## Exercise objective:
Using the data below, copy out all lines with the word "that".
━━━━━━━━━━━━━━━━
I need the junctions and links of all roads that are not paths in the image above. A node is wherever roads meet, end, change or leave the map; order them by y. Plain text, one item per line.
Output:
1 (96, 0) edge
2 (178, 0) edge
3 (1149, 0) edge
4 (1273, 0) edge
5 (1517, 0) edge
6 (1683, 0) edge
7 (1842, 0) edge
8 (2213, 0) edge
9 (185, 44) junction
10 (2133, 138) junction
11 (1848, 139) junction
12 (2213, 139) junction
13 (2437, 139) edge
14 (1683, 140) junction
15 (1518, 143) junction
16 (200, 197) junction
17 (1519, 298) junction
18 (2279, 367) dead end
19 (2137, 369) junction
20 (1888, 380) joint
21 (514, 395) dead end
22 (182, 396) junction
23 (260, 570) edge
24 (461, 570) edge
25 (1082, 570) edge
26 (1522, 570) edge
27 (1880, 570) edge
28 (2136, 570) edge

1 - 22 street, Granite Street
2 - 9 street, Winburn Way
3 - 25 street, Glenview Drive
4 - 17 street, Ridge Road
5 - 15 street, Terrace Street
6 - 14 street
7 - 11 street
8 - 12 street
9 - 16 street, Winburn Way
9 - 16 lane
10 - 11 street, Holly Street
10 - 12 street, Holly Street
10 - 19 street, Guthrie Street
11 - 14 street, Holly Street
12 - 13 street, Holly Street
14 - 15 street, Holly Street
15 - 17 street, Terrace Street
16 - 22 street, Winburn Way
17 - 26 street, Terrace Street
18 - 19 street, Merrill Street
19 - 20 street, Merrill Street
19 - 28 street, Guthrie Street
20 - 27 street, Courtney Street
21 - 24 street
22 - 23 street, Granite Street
━━━━━━━━━━━━━━━━
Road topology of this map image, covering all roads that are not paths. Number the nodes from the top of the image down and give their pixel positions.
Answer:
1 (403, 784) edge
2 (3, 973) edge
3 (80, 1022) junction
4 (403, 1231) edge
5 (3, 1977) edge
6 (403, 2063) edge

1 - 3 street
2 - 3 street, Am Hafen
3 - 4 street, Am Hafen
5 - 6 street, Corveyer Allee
━━━━━━━━━━━━━━━━
## Answer for the task:
I need the junctions and links of all roads that are not paths in the image above. A node is wherever roads meet, end, change or leave the map; order them by y. Plain text, one item per line.
Road topology of this map image, covering all roads that are not paths. Number the nodes from the top of the image down and give their pixel positions.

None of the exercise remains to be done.